Era evidente que existía una mutua simpatía, posiblemente propiciada de manera natural por el bagaje espiritual que ambos hombres tenían arraigado desde temprana edad. Vasconcelos había crecido bajo la devoción y religiosidad de su madre. Madero había encontrado en el espiritismo la fuente moral sobre la cual giraban todas las decisiones de su vida pública y privada. Mas allá de las creencias de ambos, la sensibilidad que desarrolla el hombre que por convicción cree en la existencia de un “espíritu superior”, se manifestó en Madero y Vasconcelos, a través de su respeto irrestricto por la vida humana y todo su poder creador. Por un momento, la religión de ambos fue tan sólo la religión de una patria regenerada que pudiera llevar a la sociedad a transitar hacia su propia evolución y desarrollo.

 
 

A partir de entonces la actividad política fue sólo un pretexto para entablar una estrecha amistad. Cuando Madero viajaba a la capital, procuraba reunirse con Vasconcelos. En un primer momento le vio dotes de orador, pero poco después descubrió la verdadera vocación del joven abogado: era notable su manejo de la pluma y le encomendó la dirección del periódico El Antirreeleccionista. “Dígale a Vasconcelos –escribió Madero- que ya sabe que todo lo que él escribe me gusta por la serenidad y el reposo que revela. [Sus] artículos le honran a él y a nosostros nos prestigian”. El abogado oaxaqueño era, sin lugar a dudas, la gran carta intelectual del maderismo.

La figura de Madero tomó otra dimensión ante los ojos de Vasconcelos, cuando el jefe de la revolución renunció a ocupar la presidencia como caudillo vencedor y optó por llegar a ella a través del voto popular. El sentimiento fue recíproco. Madero debió admirar en su amigo la decisión de no aceptar ningún cargo en el gobierno interino para no darle más argumentos a los enemigos de la revolución.

Desde los primeros días de la nueva administración comenzaron los ataques encarnizados de la prensa capitalina. Por su amistad con Madero, Vasconcelos también fue víctima de la crítica sin razón. Irónicamente le llamaban el “supermuchacho”; lo acusaban de hacer negocios con Gustavo Madero y beneficiarse de su amistad con el presidente.

 
 

Alejado del gobierno, Vasconcelos se convirtió en una especie de consejero del presidente Madero. Varios días de la semana se les veía conversar mientras caminaban tranquilamente por las calles de la ciudad de México. En otras ocasiones, Vasconcelos acudía al Castillo de Chapultepec a desayunar con el presidente y su esposa, doña Sara Pérez. Luego de los alimentos se tomaban algunas horas para comentar las noticias del día. No faltaban los paseos dominicales a caballo, donde Madero dejaba en claro que pese a vivir en la gran ciudad de México, no olvidaba las artes del buen jinete aprendidas en sus años de juventud en Parras y San Pedro de las Colonias.

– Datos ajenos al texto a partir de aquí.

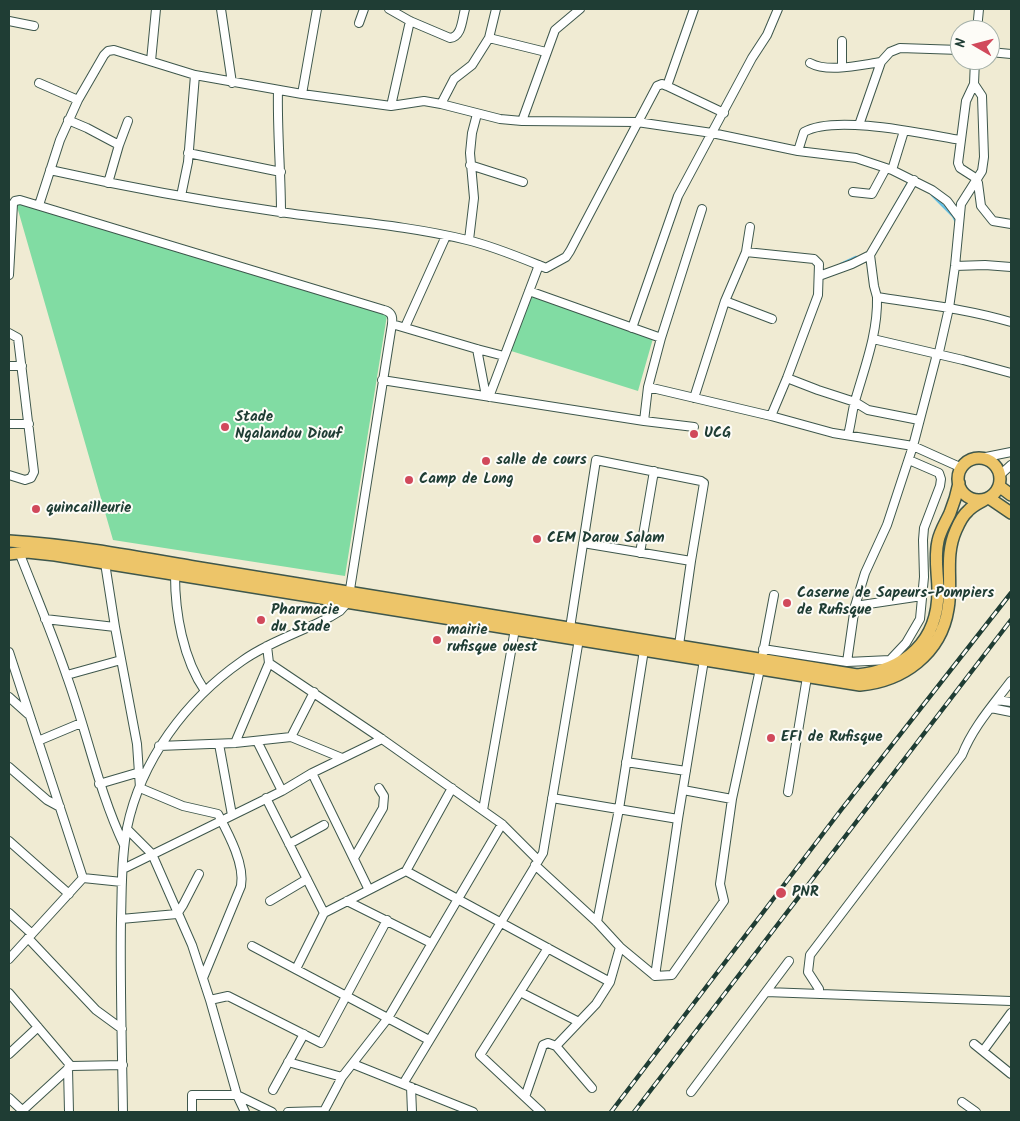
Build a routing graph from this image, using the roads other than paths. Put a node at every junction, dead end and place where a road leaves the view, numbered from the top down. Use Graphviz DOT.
graph roads {
  1 [pos="156,9"];
  2 [pos="221,9"];
  3 [pos="317,9"];
  4 [pos="364,9"];
  5 [pos="389,9"];
  6 [pos="465,9"];
  7 [pos="496,9"];
  8 [pos="580,9"];
  9 [pos="694,9"];
  10 [pos="778,9"];
  11 [pos="9,21"];
  12 [pos="410,21"];
  13 [pos="360,23"];
  14 [pos="34,26"];
  15 [pos="489,38"];
  16 [pos="842,41"];
  17 [pos="950,50"];
  18 [pos="546,52"];
  19 [pos="150,61"];
  20 [pos="881,62"];
  21 [pos="810,63"];
  22 [pos="842,67"];
  23 [pos="975,70"];
  24 [pos="195,75"];
  25 [pos="39,83"];
  26 [pos="232,83"];
  27 [pos="974,84"];
  28 [pos="667,86"];
  29 [pos="278,90"];
  30 [pos="302,94"];
  31 [pos="78,100"];
  32 [pos="441,104"];
  33 [pos="391,106"];
  34 [pos="724,113"];
  35 [pos="477,114"];
  36 [pos="68,120"];
  37 [pos="128,121"];
  38 [pos="522,121"];
  39 [pos="637,122"];
  40 [pos="859,125"];
  41 [pos="904,131"];
  42 [pos="712,133"];
  43 [pos="960,140"];
  44 [pos="119,144"];
  45 [pos="798,151"];
  46 [pos="188,153"];
  47 [pos="470,165"];
  48 [pos="889,169"];
  49 [pos="50,170"];
  50 [pos="281,172"];
  51 [pos="914,180"];
  52 [pos="976,180"];
  53 [pos="523,182"];
  54 [pos="108,183"];
  55 [pos="853,192"];
  56 [pos="181,196"];
  57 [pos="39,206"];
  58 [pos="702,208"];
  59 [pos="281,213"];
  60 [pos="959,217"];
  61 [pos="1011,224"];
  62 [pos="750,227"];
  63 [pos="446,236"];
  64 [pos="469,240"];
  65 [pos="746,252"];
  66 [pos="870,255"];
  67 [pos="539,265"];
  68 [pos="955,266"];
  69 [pos="1011,267"];
  70 [pos="9,275"];
  71 [pos="819,276"];
  72 [pos="529,291"];
  73 [pos="877,297"];
  74 [pos="725,301"];
  75 [pos="949,308"];
  76 [pos="772,319"];
  77 [pos="1011,322"];
  78 [pos="392,324"];
  79 [pos="405,327"];
  80 [pos="632,328"];
  81 [pos="9,333"];
  82 [pos="660,338"];
  83 [pos="873,339"];
  84 [pos="477,350"];
  85 [pos="937,354"];
  86 [pos="504,356"];
  87 [pos="9,366"];
  88 [pos="22,366"];
  89 [pos="1011,373"];
  90 [pos="787,378"];
  91 [pos="382,380"];
  92 [pos="648,387"];
  93 [pos="487,396"];
  94 [pos="694,398"];
  95 [pos="855,402"];
  96 [pos="771,416"];
  97 [pos="919,420"];
  98 [pos="644,422"];
  99 [pos="9,424"];
  100 [pos="29,424"];
  101 [pos="694,427"];
  102 [pos="848,435"];
  103 [pos="913,446"];
  104 [pos="1011,452"];
  105 [pos="981,458"];
  106 [pos="909,460"];
  107 [pos="1011,465"];
  108 [pos="962,468"];
  109 [pos="654,471"];
  110 [pos="9,475"];
  111 [pos="1000,480"];
  112 [pos="959,483"];
  113 [pos="1011,495"];
  114 [pos="986,499"];
  115 [pos="1011,513"];
  116 [pos="9,541"];
  117 [pos="583,543"];
  118 [pos="14,553"];
  119 [pos="640,553"];
  120 [pos="691,561"];
  121 [pos="105,563"];
  122 [pos="175,575"];
  123 [pos="774,595"];
  124 [pos="922,596"];
  125 [pos="349,598"];
  126 [pos="855,606"];
  127 [pos="45,619"];
  128 [pos="115,627"];
  129 [pos="570,628"];
  130 [pos="515,629"];
  131 [pos="579,639"];
  132 [pos="679,645"];
  133 [pos="267,646"];
  134 [pos="644,650"];
  135 [pos="9,652"];
  136 [pos="762,659"];
  137 [pos="121,660"];
  138 [pos="704,660"];
  139 [pos="847,662"];
  140 [pos="894,662"];
  141 [pos="269,663"];
  142 [pos="67,675"];
  143 [pos="807,677"];
  144 [pos="1011,681"];
  145 [pos="205,690"];
  146 [pos="314,692"];
  147 [pos="9,697"];
  148 [pos="997,700"];
  149 [pos="1011,702"];
  150 [pos="990,708"];
  151 [pos="1011,712"];
  152 [pos="30,716"];
  153 [pos="81,723"];
  154 [pos="291,737"];
  155 [pos="382,739"];
  156 [pos="38,741"];
  157 [pos="257,741"];
  158 [pos="235,743"];
  159 [pos="219,744"];
  160 [pos="160,746"];
  161 [pos="342,758"];
  162 [pos="626,762"];
  163 [pos="9,767"];
  164 [pos="686,771"];
  165 [pos="140,772"];
  166 [pos="312,773"];
  167 [pos="99,784"];
  168 [pos="140,788"];
  169 [pos="379,788"];
  170 [pos="452,788"];
  171 [pos="682,790"];
  172 [pos="282,791"];
  173 [pos="788,792"];
  174 [pos="266,798"];
  175 [pos="552,798"];
  176 [pos="732,798"];
  177 [pos="60,808"];
  178 [pos="619,809"];
  179 [pos="483,810"];
  180 [pos="232,815"];
  181 [pos="678,819"];
  182 [pos="222,820"];
  183 [pos="502,824"];
  184 [pos="324,825"];
  185 [pos="127,829"];
  186 [pos="9,841"];
  187 [pos="289,844"];
  188 [pos="125,846"];
  189 [pos="152,854"];
  190 [pos="354,858"];
  191 [pos="537,863"];
  192 [pos="123,869"];
  193 [pos="406,871"];
  194 [pos="198,874"];
  195 [pos="84,878"];
  196 [pos="307,878"];
  197 [pos="122,882"];
  198 [pos="370,890"];
  199 [pos="69,894"];
  200 [pos="456,899"];
  201 [pos="270,901"];
  202 [pos="348,901"];
  203 [pos="9,913"];
  204 [pos="324,913"];
  205 [pos="178,914"];
  206 [pos="121,919"];
  207 [pos="387,920"];
  208 [pos="597,922"];
  209 [pos="501,923"];
  210 [pos="30,936"];
  211 [pos="431,943"];
  212 [pos="252,946"];
  213 [pos="620,947"];
  214 [pos="548,948"];
  215 [pos="9,959"];
  216 [pos="789,961"];
  217 [pos="296,969"];
  218 [pos="655,976"];
  219 [pos="203,978"];
  220 [pos="610,982"];
  221 [pos="520,992"];
  222 [pos="766,992"];
  223 [pos="9,993"];
  224 [pos="819,994"];
  225 [pos="346,996"];
  226 [pos="210,1000"];
  227 [pos="1011,1001"];
  228 [pos="1011,1013"];
  229 [pos="388,1018"];
  230 [pos="580,1022"];
  231 [pos="38,1027"];
  232 [pos="122,1029"];
  233 [pos="304,1034"];
  234 [pos="429,1040"];
  235 [pos="974,1044"];
  236 [pos="556,1046"];
  237 [pos="983,1051"];
  238 [pos="9,1054"];
  239 [pos="288,1062"];
  240 [pos="353,1064"];
  241 [pos="123,1065"];
  242 [pos="70,1067"];
  243 [pos="1011,1074"];
  244 [pos="342,1078"];
  245 [pos="407,1085"];
  246 [pos="592,1088"];
  247 [pos="273,1090"];
  248 [pos="691,1092"];
  249 [pos="237,1095"];
  250 [pos="525,1097"];
  251 [pos="9,1098"];
  252 [pos="962,1102"];
  253 [pos="23,1111"];
  254 [pos="537,1111"];
  255 [pos="69,1112"];
  256 [pos="123,1112"];
  257 [pos="192,1112"];
  258 [pos="245,1112"];
  259 [pos="272,1112"];
  260 [pos="288,1112"];
  261 [pos="412,1112"];
  262 [pos="473,1112"];
  263 [pos="976,1112"];
  1 -- 19 [label="street"];
  2 -- 26 [label="street"];
  3 -- 30 [label="street"];
  4 -- 13 [label="street"];
  5 -- 12 [label="street"];
  6 -- 12 [label="street"];
  7 -- 15 [label="street"];
  8 -- 18 [label="street"];
  9 -- 28 [label="street"];
  10 -- 34 [label="street"];
  11 -- 14 [label="street"];
  12 -- 33 [label="street"];
  15 -- 18 [label="street"];
  15 -- 32 [label="street"];
  16 -- 22 [label="street"];
  17 -- 20 [label="street"];
  18 -- 38 [label="street"];
  19 -- 24 [label="street"];
  19 -- 31 [label="street"];
  20 -- 22 [label="street"];
  20 -- 40 [label="street"];
  21 -- 22 [label="street"];
  23 -- 27 [label="street"];
  24 -- 26 [label="street"];
  24 -- 46 [label="street"];
  25 -- 31 [label="street"];
  26 -- 29 [label="street"];
  27 -- 43 [label="street"];
  27 -- 52 [label="street"];
  28 -- 34 [label="street"];
  28 -- 39 [label="street"];
  29 -- 30 [label="street"];
  29 -- 50 [label="street"];
  30 -- 33 [label="street"];
  31 -- 36 [label="street"];
  32 -- 33 [label="street"];
  32 -- 35 [label="street"];
  34 -- 42 [label="street"];
  35 -- 38 [label="street"];
  35 -- 47 [label="street"];
  36 -- 44 [label="street"];
  36 -- 49 [label="street"];
  37 -- 44 [label="street"];
  38 -- 39 [label="street"];
  39 -- 42 [label="street"];
  39 -- 67 [label="street"];
  40 -- 41 [label="street"];
  40 -- 45 [label="street"];
  41 -- 43 [label="street"];
  41 -- 48 [label="street"];
  42 -- 45 [label="street"];
  42 -- 80 [label="street"];
  43 -- 52 [label="street"];
  44 -- 54 [label="street"];
  45 -- 48 [label="street"];
  46 -- 50 [label="street"];
  46 -- 56 [label="street"];
  47 -- 53 [label="street"];
  47 -- 64 [label="street"];
  48 -- 51 [label="street"];
  48 -- 55 [label="street"];
  49 -- 54 [label="street"];
  49 -- 57 [label="street"];
  50 -- 59 [label="street"];
  51 -- 60 [label="street"];
  51 -- 66 [label="street"];
  52 -- 60 [label="street"];
  52 -- 61 [label="street"];
  54 -- 56 [label="street"];
  56 -- 59 [label="street"];
  57 -- 70 [label="street"];
  57 -- 78 [label="street"];
  58 -- 82 [label="street"];
  59 -- 63 [label="street"];
  60 -- 68 [label="street"];
  62 -- 65 [label="street"];
  63 -- 64 [label="street"];
  63 -- 79 [label="street"];
  64 -- 67 [label="street"];
  65 -- 71 [label="street"];
  65 -- 74 [label="street"];
  66 -- 71 [label="street"];
  66 -- 73 [label="street"];
  67 -- 72 [label="street"];
  68 -- 69 [label="street"];
  68 -- 75 [label="street"];
  71 -- 90 [label="street"];
  72 -- 80 [label="street"];
  72 -- 86 [label="street"];
  73 -- 75 [label="street"];
  73 -- 83 [label="street"];
  74 -- 76 [label="street"];
  74 -- 94 [label="street"];
  75 -- 77 [label="street"];
  75 -- 85 [label="street"];
  78 -- 79 [label="street"];
  78 -- 91 [label="street"];
  79 -- 84 [label="street"];
  80 -- 82 [label="street"];
  81 -- 88 [label="street"];
  82 -- 92 [label="street"];
  83 -- 85 [label="street"];
  83 -- 95 [label="street"];
  84 -- 86 [label="street"];
  84 -- 93 [label="street"];
  85 -- 89 [label="street"];
  85 -- 97 [label="street"];
  86 -- 93 [label="street"];
  87 -- 88 [label="street"];
  88 -- 100 [label="street"];
  90 -- 95 [label="street"];
  90 -- 96 [label="street"];
  91 -- 93 [label="street"];
  91 -- 125 [label="street"];
  92 -- 94 [label="street"];
  92 -- 98 [label="street"];
  93 -- 98 [label="street"];
  94 -- 96 [label="street"];
  95 -- 97 [label="street"];
  95 -- 102 [label="street"];
  96 -- 102 [label="street"];
  97 -- 103 [label="street"];
  98 -- 101 [label="street"];
  99 -- 100 [label="street"];
  100 -- 110 [label="street"];
  102 -- 103 [label="street"];
  103 -- 106 [label="street"];
  103 -- 108 [label="street"];
  104 -- 105 [label="street"];
  105 -- 108 [label="main road"];
  105 -- 111 [label="main road"];
  106 -- 124 [label="street"];
  106 -- 126 [label="street"];
  107 -- 111 [label="street"];
  108 -- 112 [label="main road"];
  109 -- 117 [label="street"];
  109 -- 119 [label="street"];
  109 -- 120 [label="street"];
  111 -- 113 [label="main road"];
  111 -- 114 [label="main road"];
  112 -- 114 [label="main road"];
  112 -- 140 [label="main road"];
  114 -- 115 [label="main road"];
  114 -- 143 [label="main road"];
  116 -- 125 [label="main road"];
  117 -- 119 [label="street"];
  117 -- 129 [label="street"];
  118 -- 121 [label="main road"];
  118 -- 127 [label="street"];
  119 -- 120 [label="street"];
  120 -- 132 [label="street"];
  121 -- 122 [label="main road"];
  121 -- 128 [label="street"];
  122 -- 125 [label="main road"];
  122 -- 145 [label="street"];
  123 -- 136 [label="street"];
  124 -- 126 [label="street"];
  124 -- 140 [label="street"];
  125 -- 129 [label="main road"];
  125 -- 130 [label="main road"];
  125 -- 133 [label="street"];
  126 -- 139 [label="street"];
  127 -- 128 [label="street"];
  127 -- 142 [label="street"];
  128 -- 137 [label="street"];
  129 -- 132 [label="main road"];
  130 -- 131 [label="main road"];
  130 -- 179 [label="street"];
  131 -- 134 [label="main road"];
  131 -- 175 [label="street"];
  132 -- 136 [label="main road"];
  133 -- 141 [label="street"];
  133 -- 145 [label="street"];
  134 -- 138 [label="main road"];
  134 -- 162 [label="street"];
  135 -- 152 [label="street"];
  136 -- 138 [label="main road"];
  136 -- 139 [label="street"];
  136 -- 140 [label="main road"];
  136 -- 143 [label="main road"];
  136 -- 176 [label="street"];
  137 -- 142 [label="street"];
  137 -- 165 [label="street"];
  138 -- 164 [label="street"];
  139 -- 140 [label="street"];
  141 -- 146 [label="street"];
  141 -- 158 [label="street"];
  142 -- 153 [label="street"];
  143 -- 173 [label="street"];
  144 -- 148 [label="street"];
  145 -- 160 [label="street"];
  146 -- 154 [label="street"];
  146 -- 155 [label="street"];
  147 -- 152 [label="street"];
  148 -- 149 [label="street"];
  148 -- 150 [label="street"];
  150 -- 151 [label="street"];
  150 -- 224 [label="street"];
  152 -- 156 [label="street"];
  153 -- 156 [label="street"];
  153 -- 167 [label="street"];
  154 -- 157 [label="street"];
  154 -- 161 [label="street"];
  155 -- 161 [label="street"];
  155 -- 170 [label="street"];
  156 -- 177 [label="street"];
  157 -- 158 [label="street"];
  157 -- 172 [label="street"];
  158 -- 159 [label="street"];
  159 -- 160 [label="street"];
  159 -- 180 [label="street"];
  160 -- 168 [label="street"];
  161 -- 166 [label="street"];
  162 -- 164 [label="street"];
  162 -- 178 [label="street"];
  163 -- 177 [label="street"];
  164 -- 171 [label="street"];
  165 -- 167 [label="street"];
  165 -- 168 [label="street"];
  166 -- 172 [label="street"];
  166 -- 190 [label="street"];
  167 -- 188 [label="street"];
  168 -- 182 [label="street"];
  168 -- 185 [label="street"];
  169 -- 190 [label="street"];
  170 -- 179 [label="street"];
  170 -- 193 [label="street"];
  171 -- 176 [label="street"];
  171 -- 181 [label="street"];
  172 -- 174 [label="street"];
  174 -- 180 [label="street"];
  174 -- 187 [label="street"];
  175 -- 178 [label="street"];
  175 -- 191 [label="street"];
  176 -- 218 [label="street"];
  177 -- 195 [label="street"];
  178 -- 181 [label="street"];
  178 -- 208 [label="street"];
  179 -- 183 [label="street"];
  180 -- 182 [label="street"];
  181 -- 218 [label="street"];
  182 -- 189 [label="street"];
  182 -- 219 [label="street"];
  183 -- 191 [label="street"];
  183 -- 200 [label="street"];
  184 -- 187 [label="street"];
  185 -- 188 [label="street"];
  185 -- 189 [label="street"];
  186 -- 199 [label="street"];
  187 -- 196 [label="street"];
  188 -- 192 [label="street"];
  189 -- 192 [label="street"];
  189 -- 205 [label="street"];
  190 -- 198 [label="street"];
  191 -- 208 [label="street"];
  191 -- 209 [label="street"];
  192 -- 197 [label="street"];
  193 -- 198 [label="street"];
  193 -- 200 [label="street"];
  194 -- 205 [label="street"];
  195 -- 197 [label="street"];
  195 -- 199 [label="street"];
  196 -- 201 [label="street"];
  196 -- 204 [label="street"];
  197 -- 206 [label="street"];
  198 -- 202 [label="street"];
  199 -- 210 [label="street"];
  200 -- 209 [label="street"];
  200 -- 211 [label="street"];
  202 -- 204 [label="street"];
  202 -- 207 [label="street"];
  203 -- 210 [label="street"];
  204 -- 217 [label="street"];
  205 -- 206 [label="street"];
  205 -- 219 [label="street"];
  206 -- 232 [label="street"];
  207 -- 211 [label="street"];
  207 -- 225 [label="street"];
  208 -- 213 [label="street"];
  209 -- 214 [label="street"];
  209 -- 234 [label="street"];
  210 -- 215 [label="street"];
  210 -- 232 [label="street"];
  211 -- 229 [label="street"];
  212 -- 217 [label="street"];
  213 -- 218 [label="street"];
  213 -- 220 [label="street"];
  214 -- 220 [label="street"];
  214 -- 221 [label="street"];
  216 -- 222 [label="street"];
  217 -- 225 [label="street"];
  219 -- 226 [label="street"];
  220 -- 230 [label="street"];
  221 -- 230 [label="street"];
  221 -- 250 [label="street"];
  222 -- 224 [label="street"];
  222 -- 248 [label="street"];
  223 -- 231 [label="street"];
  224 -- 227 [label="street"];
  225 -- 229 [label="street"];
  225 -- 233 [label="street"];
  226 -- 233 [label="street"];
  226 -- 249 [label="street"];
  228 -- 237 [label="street"];
  229 -- 234 [label="street"];
  229 -- 240 [label="street"];
  230 -- 236 [label="street"];
  231 -- 238 [label="street"];
  231 -- 242 [label="street"];
  232 -- 241 [label="street"];
  233 -- 239 [label="street"];
  234 -- 245 [label="street"];
  235 -- 237 [label="street"];
  236 -- 246 [label="street"];
  236 -- 250 [label="street"];
  237 -- 243 [label="street"];
  239 -- 244 [label="street"];
  239 -- 247 [label="street"];
  240 -- 244 [label="street"];
  240 -- 245 [label="street"];
  241 -- 242 [label="street"];
  241 -- 256 [label="street"];
  242 -- 253 [label="street"];
  242 -- 255 [label="street"];
  244 -- 260 [label="street"];
  245 -- 261 [label="street"];
  245 -- 262 [label="street"];
  249 -- 257 [label="street"];
  249 -- 258 [label="street"];
  249 -- 259 [label="street"];
  250 -- 254 [label="street"];
  251 -- 253 [label="street"];
  252 -- 263 [label="street"];
}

A los ojos de la sociedad mexicana –acostumbrada al servilismo de la dictadura- Madero parecía todo, menos un presidente. No usaba escoltas ni hacía ostentación de la investidura; no abusaba del poder, ni era autoritario, y sin embargo, “toda una sociedad podrida -escribió tiempo después Vasconcelos- parecía resentir nuestro esfuerzo por regenerarla. Y en efecto ¿a dónde iban a parar cien años de historia sombría si de repente un Madero, sin hazañas de sangre, levantaba el nivel nacional, iluminaba los bajos fondos de nuestro destino?”

Extrañaba ver al presidente asistiendo al teatro, a los museos, a la temporada de conciertos y conmoverse con la obertura 1812: “él, que era un creyente del pueblo, un enamorado de sus entusiasmos y epopeyas, reconocía en aquella música la gloriosa aventura reciente del pueblo mexicano” apuntó Vasconcelos. Al parecer no agradaba un “hombre fuerte con generosidad”, ni un soñador y mucho menos un humanista, virtudes todas que reunía Madero. No pocos murmuraron que las lágrimas arrojadas por el presidente en los funerales de Justo Sierra en septiembre de 1912, eran contrarias a la dignidad de su cargo.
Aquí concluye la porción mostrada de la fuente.